Auch wenn wir nur im an den Kleinen Deister angrenzenden Osterwald unterwegs sind, soll hier auf einen in unserem Raum immer noch gebräuchlichen Ausspruch eingegangen werden, da wir ja nicht wissen, wann wir das nächste Mal „in den Deister gehen“. Warum man sagt, dass jemand oder etwas „über den Deister geht“ bzw. über den Deister ist oder auch über den Deister geschickt werden sollte, kann heute nicht mehr hinlänglich geklärt werden. Es bedeutet je nach Anwendung, dass zum Beispiel jemand gestorben ist, jemand weggezogen ist, dass man jemanden dahin wünscht, „wo der Pfeffer wächst“ oder auch, dass jemand es geschafft hat, wieder gesund geworden ist. Damit ist der Ausspruch wohl eher nicht mit dem bekannteren „über den Jordan“ gleichzusetzen. Plausibel klingen viele Vermutungen…
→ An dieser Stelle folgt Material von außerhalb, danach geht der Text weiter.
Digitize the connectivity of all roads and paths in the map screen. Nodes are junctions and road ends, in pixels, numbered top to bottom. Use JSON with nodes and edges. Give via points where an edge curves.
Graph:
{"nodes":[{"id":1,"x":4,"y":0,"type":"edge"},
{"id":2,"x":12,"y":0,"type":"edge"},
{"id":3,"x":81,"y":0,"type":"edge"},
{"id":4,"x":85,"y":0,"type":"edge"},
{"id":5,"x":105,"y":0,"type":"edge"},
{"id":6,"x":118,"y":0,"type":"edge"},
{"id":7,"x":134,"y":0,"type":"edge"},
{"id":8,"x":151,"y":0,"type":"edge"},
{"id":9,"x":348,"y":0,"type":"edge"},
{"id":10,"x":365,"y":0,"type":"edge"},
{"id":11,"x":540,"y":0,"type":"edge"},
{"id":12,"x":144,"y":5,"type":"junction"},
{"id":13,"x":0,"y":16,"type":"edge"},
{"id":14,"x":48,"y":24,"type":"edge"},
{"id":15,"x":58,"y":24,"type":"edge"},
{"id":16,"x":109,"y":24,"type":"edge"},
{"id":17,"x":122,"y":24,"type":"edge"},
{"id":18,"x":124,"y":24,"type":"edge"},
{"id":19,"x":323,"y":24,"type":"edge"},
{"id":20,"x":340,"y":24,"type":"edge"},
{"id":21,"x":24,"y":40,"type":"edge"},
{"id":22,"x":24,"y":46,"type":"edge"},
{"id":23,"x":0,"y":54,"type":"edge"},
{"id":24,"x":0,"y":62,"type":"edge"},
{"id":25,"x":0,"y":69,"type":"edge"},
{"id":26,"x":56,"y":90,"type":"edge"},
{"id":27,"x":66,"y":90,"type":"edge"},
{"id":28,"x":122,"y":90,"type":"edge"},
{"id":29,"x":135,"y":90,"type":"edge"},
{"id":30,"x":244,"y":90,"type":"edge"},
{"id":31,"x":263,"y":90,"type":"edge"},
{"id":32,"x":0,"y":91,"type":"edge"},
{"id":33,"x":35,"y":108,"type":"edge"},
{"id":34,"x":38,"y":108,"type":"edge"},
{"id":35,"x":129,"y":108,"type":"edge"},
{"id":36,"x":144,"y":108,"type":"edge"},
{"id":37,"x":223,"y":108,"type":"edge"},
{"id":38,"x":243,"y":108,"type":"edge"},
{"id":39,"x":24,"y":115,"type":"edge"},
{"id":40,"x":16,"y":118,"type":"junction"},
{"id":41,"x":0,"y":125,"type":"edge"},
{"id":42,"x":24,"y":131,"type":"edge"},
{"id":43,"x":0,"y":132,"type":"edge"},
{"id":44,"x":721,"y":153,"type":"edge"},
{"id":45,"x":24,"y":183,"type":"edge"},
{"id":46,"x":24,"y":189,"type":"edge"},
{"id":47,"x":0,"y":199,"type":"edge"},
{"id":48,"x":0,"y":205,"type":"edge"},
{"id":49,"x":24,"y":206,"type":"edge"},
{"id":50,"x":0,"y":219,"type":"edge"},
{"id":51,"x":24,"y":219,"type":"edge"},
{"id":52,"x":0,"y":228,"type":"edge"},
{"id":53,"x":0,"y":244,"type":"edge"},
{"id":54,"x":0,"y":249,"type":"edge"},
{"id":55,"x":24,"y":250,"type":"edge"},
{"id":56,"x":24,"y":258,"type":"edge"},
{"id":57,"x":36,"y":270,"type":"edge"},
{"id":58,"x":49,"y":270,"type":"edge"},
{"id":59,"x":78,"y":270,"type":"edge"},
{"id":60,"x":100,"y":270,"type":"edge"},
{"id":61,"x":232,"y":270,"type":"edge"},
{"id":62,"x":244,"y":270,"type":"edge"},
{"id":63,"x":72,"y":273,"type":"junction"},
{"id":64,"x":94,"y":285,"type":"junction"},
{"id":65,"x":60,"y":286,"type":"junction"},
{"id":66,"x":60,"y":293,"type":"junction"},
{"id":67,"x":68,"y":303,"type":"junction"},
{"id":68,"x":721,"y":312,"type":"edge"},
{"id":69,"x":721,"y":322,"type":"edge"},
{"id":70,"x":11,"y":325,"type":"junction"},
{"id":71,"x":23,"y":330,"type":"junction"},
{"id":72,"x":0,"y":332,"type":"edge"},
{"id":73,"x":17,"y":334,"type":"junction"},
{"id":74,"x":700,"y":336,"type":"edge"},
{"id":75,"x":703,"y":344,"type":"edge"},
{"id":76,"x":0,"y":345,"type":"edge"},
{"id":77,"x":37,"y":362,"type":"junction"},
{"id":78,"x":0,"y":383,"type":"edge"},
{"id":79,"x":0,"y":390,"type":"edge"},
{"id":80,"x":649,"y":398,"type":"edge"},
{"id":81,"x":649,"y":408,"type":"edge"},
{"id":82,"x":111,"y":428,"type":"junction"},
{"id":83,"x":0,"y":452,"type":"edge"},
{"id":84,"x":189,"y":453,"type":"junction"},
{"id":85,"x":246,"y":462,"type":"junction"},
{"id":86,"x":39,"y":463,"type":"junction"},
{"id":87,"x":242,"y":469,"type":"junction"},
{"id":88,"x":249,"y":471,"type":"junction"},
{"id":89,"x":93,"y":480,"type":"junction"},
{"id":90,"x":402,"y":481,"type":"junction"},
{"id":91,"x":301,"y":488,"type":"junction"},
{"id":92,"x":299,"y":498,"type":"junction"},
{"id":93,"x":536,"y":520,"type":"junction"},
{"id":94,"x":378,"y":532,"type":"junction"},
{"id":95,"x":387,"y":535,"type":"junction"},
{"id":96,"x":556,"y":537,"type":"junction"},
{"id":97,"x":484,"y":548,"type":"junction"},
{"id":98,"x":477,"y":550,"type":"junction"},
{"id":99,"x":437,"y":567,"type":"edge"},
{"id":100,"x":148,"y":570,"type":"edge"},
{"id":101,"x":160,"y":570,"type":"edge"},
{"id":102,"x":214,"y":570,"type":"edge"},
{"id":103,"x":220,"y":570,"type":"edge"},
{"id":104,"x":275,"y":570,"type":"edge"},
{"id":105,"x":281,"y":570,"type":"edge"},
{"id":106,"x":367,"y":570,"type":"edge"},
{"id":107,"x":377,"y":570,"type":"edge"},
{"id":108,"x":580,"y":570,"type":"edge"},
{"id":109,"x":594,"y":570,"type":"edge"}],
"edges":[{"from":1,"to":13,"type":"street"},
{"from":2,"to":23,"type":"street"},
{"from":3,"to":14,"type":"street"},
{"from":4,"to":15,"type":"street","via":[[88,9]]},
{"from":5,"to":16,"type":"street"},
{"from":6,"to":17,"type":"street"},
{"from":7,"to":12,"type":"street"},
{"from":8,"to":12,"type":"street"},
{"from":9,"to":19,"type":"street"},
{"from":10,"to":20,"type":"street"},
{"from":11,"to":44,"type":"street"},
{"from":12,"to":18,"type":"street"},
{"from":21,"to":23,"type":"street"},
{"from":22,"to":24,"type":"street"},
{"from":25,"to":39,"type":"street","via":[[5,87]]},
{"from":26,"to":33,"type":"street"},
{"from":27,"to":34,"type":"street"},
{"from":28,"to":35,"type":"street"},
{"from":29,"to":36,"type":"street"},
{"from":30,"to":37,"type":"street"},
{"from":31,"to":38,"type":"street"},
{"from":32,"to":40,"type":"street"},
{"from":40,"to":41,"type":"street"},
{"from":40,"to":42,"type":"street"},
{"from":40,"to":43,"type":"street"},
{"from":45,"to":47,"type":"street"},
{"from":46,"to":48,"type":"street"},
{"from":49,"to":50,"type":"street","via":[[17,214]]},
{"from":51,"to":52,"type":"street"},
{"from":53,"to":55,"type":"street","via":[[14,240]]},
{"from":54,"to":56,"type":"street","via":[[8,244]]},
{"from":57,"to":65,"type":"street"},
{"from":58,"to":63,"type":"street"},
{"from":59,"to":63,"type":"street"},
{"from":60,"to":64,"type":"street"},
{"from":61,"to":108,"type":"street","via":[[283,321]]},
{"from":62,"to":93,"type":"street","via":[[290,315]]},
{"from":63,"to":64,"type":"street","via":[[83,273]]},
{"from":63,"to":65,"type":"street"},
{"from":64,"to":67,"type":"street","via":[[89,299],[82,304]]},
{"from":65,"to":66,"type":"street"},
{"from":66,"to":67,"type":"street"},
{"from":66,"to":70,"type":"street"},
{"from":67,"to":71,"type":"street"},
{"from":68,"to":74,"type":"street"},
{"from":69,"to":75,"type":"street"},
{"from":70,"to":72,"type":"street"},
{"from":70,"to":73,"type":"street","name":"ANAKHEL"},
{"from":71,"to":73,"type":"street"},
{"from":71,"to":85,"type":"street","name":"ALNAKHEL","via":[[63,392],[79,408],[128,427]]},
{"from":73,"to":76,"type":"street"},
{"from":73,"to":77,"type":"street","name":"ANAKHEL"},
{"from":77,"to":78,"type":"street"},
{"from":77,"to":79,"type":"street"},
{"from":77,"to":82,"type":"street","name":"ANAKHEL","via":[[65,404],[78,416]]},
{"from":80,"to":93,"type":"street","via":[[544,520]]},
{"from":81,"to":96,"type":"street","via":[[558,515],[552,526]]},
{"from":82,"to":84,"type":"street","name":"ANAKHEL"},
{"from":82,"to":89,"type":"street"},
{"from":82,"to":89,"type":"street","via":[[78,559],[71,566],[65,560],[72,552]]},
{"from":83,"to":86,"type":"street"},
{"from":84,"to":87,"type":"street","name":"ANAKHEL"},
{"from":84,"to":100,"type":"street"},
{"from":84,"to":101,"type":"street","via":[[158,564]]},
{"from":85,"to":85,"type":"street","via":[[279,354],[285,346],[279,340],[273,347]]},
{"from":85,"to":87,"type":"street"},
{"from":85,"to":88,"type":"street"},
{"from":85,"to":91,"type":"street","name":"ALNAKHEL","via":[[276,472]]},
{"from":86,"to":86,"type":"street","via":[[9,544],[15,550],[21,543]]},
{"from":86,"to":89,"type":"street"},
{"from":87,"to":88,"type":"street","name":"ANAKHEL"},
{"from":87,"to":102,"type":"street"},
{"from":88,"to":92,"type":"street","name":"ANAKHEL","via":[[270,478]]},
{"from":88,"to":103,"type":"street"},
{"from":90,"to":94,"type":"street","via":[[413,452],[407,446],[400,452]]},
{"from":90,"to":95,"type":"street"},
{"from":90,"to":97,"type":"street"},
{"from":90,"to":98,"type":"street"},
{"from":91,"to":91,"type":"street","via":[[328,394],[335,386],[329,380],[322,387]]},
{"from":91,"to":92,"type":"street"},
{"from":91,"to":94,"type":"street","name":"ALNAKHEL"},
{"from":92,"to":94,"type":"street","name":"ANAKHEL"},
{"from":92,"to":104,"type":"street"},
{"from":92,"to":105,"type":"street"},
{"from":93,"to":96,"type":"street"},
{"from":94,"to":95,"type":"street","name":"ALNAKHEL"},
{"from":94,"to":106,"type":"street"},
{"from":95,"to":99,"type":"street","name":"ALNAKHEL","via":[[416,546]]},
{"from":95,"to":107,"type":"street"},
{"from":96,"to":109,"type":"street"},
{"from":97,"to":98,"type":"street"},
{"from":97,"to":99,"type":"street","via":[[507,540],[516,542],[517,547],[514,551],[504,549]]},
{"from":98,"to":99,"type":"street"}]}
  • Im 19. und frühen 20. Jahrhundert wanderten viele Menschen aus dem westlich des Deister liegenden, ländlichen Gebieten der Grafschaft Schaumburg in die prosperierende Großstadt Hannover, um dort Arbeit und Auskommen zu finden. Zwischen den Gebieten liegt der Deister als natürliches Hindernis.
  • Im Gegenzug sollen viele verschuldete Großstädter in die Grafschaft geflüchtet sein, um ihren Gläubigern zu entgehen.
  • Es war auch im Königreich Hannover nicht unüblich, dass junge Männer vom Landesherren zur Auffüllung des immer leeren Staatssäckels als Söldner an andere Staaten, wie zum Beispiel Großbritannien, verpachtet wurden. Darum entzogen sich potenzielle Opfer dieser Willkür oft durch Flucht über den Deister in das benachbarte Königreich Preußen.
  • An der „Alten Taufe“, einem markanten Felsblock im Deister, soll es eine vorchristliche Opferstätte gegeben haben. Archäologische Nachweise über ein Heiligtum und/oder Menschenopfer gibt es allerdings nicht.
  • Die Bewohner der Ortschaft Nienstedt am südwestlichen Rand des Deister besaßen lange Zeit keinen eigenen Friedhof und mussten ihre Toten deshalb über den Deister in das am nordöstlichen Rand gelegene Barsinghausen bringen.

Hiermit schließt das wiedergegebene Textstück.